Peggy Noonan, another conservative Republican, in the Wall Street Journal about Sarah Palin - note the final paragraph that I have shown in bold about the vulgarization of American politics. I think that is what some of us have been talking about when mediocrity is selected for the leadership of our country just because "she feels like one of us".

 

"But we have seen Mrs. Palin on the national stage for seven weeks now, and there is little sign that she has the tools, the equipment, the knowledge or the philosophical grounding one hopes for, and expects, in a holder of high office. She is a person of great ambition, but the question remains: What is the purpose of the ambition? She wants to rise, but what for? For seven weeks I've listened to her, trying to understand if she is Bushian or Reaganite—a spender, to speak briefly, whose political decisions seem untethered to a political philosophy, and whose foreign policy is shaped by a certain emotionalism, or a conservative whose principles are rooted in philosophy, and whose foreign policy leans more toward what might be called romantic realism, and that is speak truth, know America, be America, move diplomatically, respect public opinion, and move within an awareness and appreciation of reality.

But it's unclear whether she is Bushian or Reaganite. She doesn't think aloud. She just . . . says things.

Her supporters accuse her critics of snobbery: Maybe she's not a big "egghead" but she has brilliant instincts and inner toughness. But what instincts? "I'm Joe Six-Pack"? She does not speak seriously but attempts to excite sensation—"palling around with terrorists." If the Ayers case is a serious issue, treat it seriously. She is not as thoughtful or persuasive as Joe the Plumber, who in an extended cable interview Thursday made a better case for the Republican ticket than the Republican ticket has made. In the past two weeks she has spent her time throwing out tinny lines to crowds she doesn't, really, understand. This is not a leader, this is a follower, and she follows what she imagines is the base, which is in fact a vast and broken-hearted thing whose pain she cannot, actually, imagine. She could reinspire and reinspirit; she chooses merely to excite. She doesn't seem to understand the implications of her own thoughts.

No news conferences? Interviews now only with friendly journalists? You can't be president or vice president and govern in that style, as a sequestered figure. This has been Mr.
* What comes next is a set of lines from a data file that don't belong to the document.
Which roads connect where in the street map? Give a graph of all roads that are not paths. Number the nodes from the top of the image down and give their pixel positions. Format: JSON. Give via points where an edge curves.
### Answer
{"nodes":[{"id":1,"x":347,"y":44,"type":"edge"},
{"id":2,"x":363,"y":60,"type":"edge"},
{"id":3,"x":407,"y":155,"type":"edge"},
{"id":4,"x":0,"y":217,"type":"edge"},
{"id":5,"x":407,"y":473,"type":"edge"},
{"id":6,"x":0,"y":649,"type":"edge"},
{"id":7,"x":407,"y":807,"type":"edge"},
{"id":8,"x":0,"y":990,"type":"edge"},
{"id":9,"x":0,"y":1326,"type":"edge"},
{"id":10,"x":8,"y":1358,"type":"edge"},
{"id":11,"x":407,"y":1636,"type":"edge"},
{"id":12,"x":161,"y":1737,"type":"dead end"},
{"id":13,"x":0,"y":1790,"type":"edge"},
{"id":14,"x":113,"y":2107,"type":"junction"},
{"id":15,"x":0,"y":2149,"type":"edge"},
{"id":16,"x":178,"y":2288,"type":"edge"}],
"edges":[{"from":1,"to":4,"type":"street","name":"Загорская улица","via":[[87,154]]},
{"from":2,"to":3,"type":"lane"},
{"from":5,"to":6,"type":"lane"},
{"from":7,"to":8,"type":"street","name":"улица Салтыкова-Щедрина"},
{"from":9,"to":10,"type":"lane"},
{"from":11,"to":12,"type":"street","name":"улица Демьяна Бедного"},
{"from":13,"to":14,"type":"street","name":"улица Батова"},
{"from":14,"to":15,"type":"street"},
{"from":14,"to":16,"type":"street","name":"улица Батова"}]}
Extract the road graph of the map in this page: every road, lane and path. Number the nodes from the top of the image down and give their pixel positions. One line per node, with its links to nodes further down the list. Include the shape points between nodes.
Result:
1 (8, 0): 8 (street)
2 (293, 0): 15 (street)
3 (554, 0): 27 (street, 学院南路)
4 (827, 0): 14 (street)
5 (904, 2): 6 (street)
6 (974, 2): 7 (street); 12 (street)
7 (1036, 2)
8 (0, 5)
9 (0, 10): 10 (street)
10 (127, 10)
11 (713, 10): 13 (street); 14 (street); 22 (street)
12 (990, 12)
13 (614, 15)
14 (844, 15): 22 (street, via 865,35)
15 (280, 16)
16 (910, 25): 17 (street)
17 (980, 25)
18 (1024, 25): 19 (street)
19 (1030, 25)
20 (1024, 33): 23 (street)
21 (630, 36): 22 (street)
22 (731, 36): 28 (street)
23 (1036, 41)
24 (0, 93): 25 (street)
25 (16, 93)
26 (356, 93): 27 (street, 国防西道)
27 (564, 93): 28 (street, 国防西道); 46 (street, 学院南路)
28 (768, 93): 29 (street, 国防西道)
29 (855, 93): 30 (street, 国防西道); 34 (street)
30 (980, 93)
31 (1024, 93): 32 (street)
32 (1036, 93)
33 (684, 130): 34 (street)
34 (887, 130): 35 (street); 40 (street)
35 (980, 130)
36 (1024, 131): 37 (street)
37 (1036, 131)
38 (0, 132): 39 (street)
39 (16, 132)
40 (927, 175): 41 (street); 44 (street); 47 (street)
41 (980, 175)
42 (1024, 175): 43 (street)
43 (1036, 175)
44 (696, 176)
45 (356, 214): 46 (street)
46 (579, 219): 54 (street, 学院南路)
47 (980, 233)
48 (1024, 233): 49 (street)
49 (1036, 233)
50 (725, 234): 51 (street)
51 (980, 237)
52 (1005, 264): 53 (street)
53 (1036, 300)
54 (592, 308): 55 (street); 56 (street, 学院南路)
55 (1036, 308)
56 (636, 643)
Bush's style the past few years, and see where it got us. You must address America in its entirety, not as a sliver or a series of slivers but as a full and whole entity, a great nation trying to hold together. When you don't, when you play only to your little piece, you contribute to its fracturing.

In the end the Palin candidacy is a symptom and expression of a new vulgarization in American politics. It's no good, not for conservatism and not for the country. And yes, it is a mark against John McCain, against his judgment and idealism."